National standards under review for No Child Left Behind law

? The No Child Left Behind law was supposed to level the playing field, promising students an equal education no matter where they live or their background. From state to state, however, huge differences remain in what students are expected to know and learn.

Each state sets its own standards for subjects such as reading and math, then tests to see whether students meet those benchmarks. It’s a practice under increasing scrutiny as Congress prepares to review the five-year-old law.

“Fourth-grade kids in the District of Columbia are learning different math from kids across the (Potomac) river in Virginia. It’s crazy. Math is math,” said Michael Petrilli, vice president for policy at the Thomas Fordham Foundation, a Washington-based education reform group.

The solution, say Petrilli and other advocates, means standards of learning that are uniform nationwide.

Republicans generally have opposed national standards. GOP lawmakers say state and local officials know what is best for their students and, as the primary funders of elementary and secondary education, should have primary say in running schools.

Many Democrats, along with education reform and business groups, say a patchwork of standards is inefficient. They also say students in states with low standards will have trouble competing in the global economy. Many other industrial nations have more stringent standards than those in the U.S.

There are signs states are wrestling with the problem. Some are talking about sharing tests and looking at benchmarks that would identify the skills U.S. students should have when they finish high school.

Advocates of national standards say the No Child Left Behind law is encouraging states to set low standards so schools can avoid consequences that come with missing annual progress goals.

Schools that miss those targets must take steps such as paying for tutoring or overhauling staffs. All students have to be proficient, which generally means working at grade level, in reading and math by 2014.

At least one state, Missouri, lowered its standards after the federal law went into effect.

Supporters of national standards point to the vast differences between student performance on state tests compared with a rigorous national one as evidence states are using weak standards.

Massachusetts Democratic Sen. Edward Kennedy, chairman of the committee overseeing education issues, has proposed legislation generally encouraging states to raise their standards to a consistent level, as has Sen. Chris Dodd, D-Conn.

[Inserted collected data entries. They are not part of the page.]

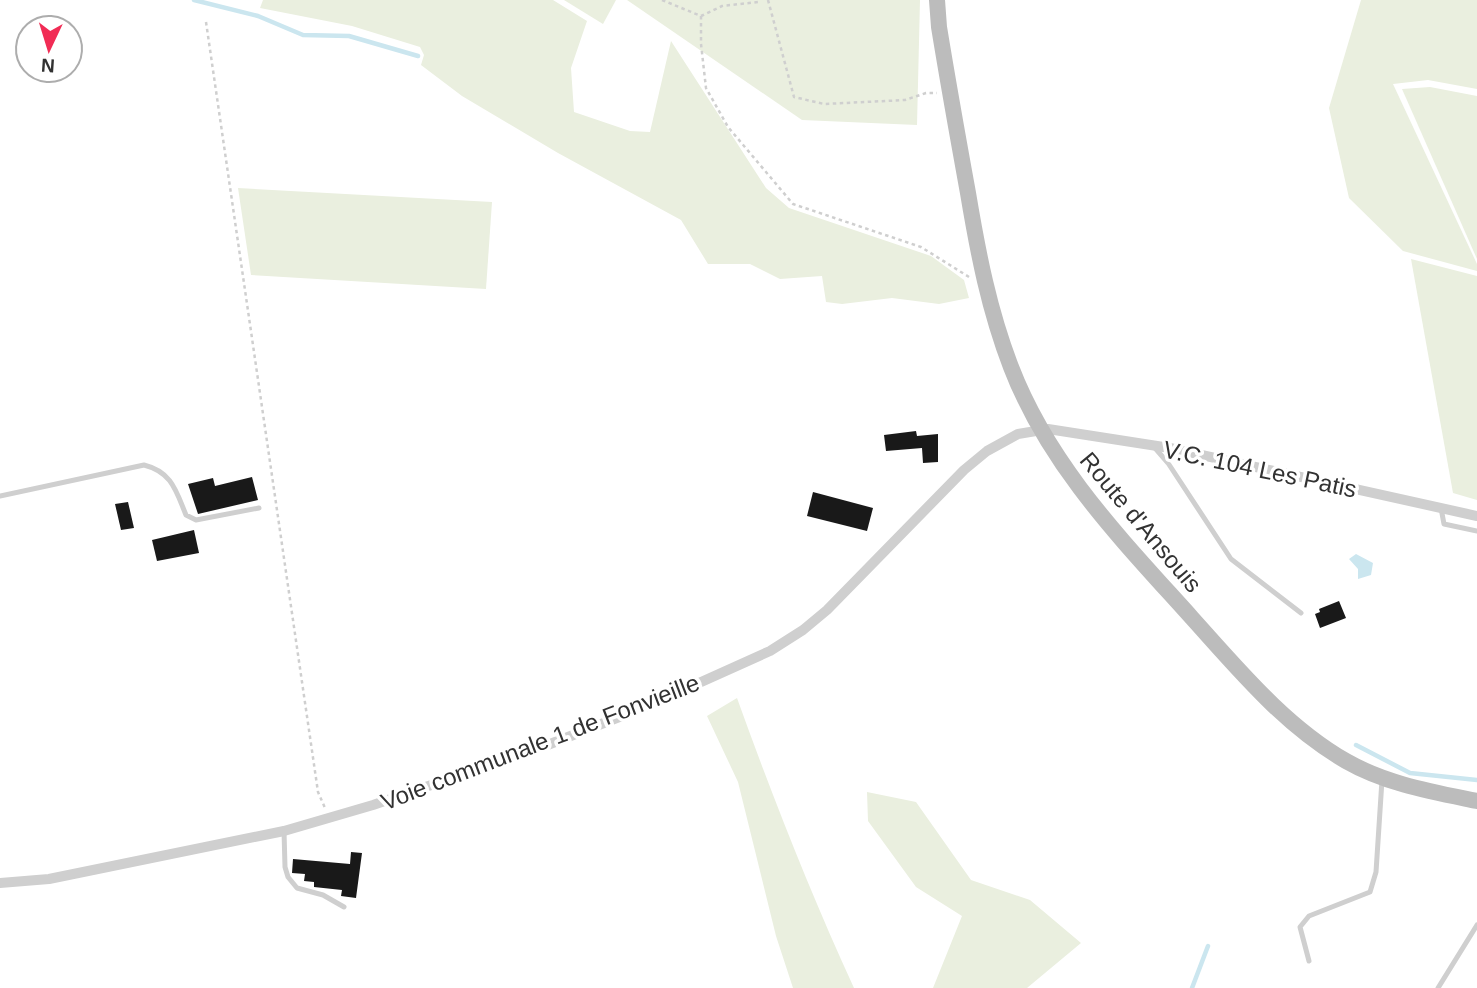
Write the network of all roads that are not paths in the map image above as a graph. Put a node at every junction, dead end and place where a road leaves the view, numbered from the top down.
1 (937, 0) edge
2 (1041, 429) junction
3 (1153, 446) junction
4 (0, 496) edge
5 (259, 508) dead end
6 (1441, 508) junction
7 (1477, 516) edge
8 (1477, 531) edge
9 (1301, 613) dead end
10 (1382, 777) junction
11 (1477, 801) edge
12 (284, 831) junction
13 (0, 883) edge
14 (344, 907) dead end
15 (1477, 925) edge
16 (1309, 961) dead end
17 (1438, 988) edge

1 - 2 street, Route d'Ansouis
2 - 3 street, V.C. 104 Les Patis
2 - 10 street, Route d'Ansouis
2 - 12 street, Voie communale 1 de Fonvieille
3 - 6 street, V.C. 104 Les Patis
3 - 9 lane
4 - 5 lane
6 - 7 street, V.C. 104 Les Patis
6 - 8 lane
10 - 11 street, Route d'Ansouis
10 - 16 lane
12 - 13 street, Voie communale 1 de Fonvieille
12 - 14 lane
15 - 17 lane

Dodd’s legislation won the endorsement of the National Education Association, the largest teacher’s union.

Among educators, there is a concern national standards would become outdated and that changing them would be difficult and bureaucratic.

Brenda Dietrich, a superintendent in the Topeka area, said she has not formed an opinion on national standards, but does see a logic to them.

“If we’re all going to be held to a standard, it certainly would be nice if it were the same standard,” Dietrich said.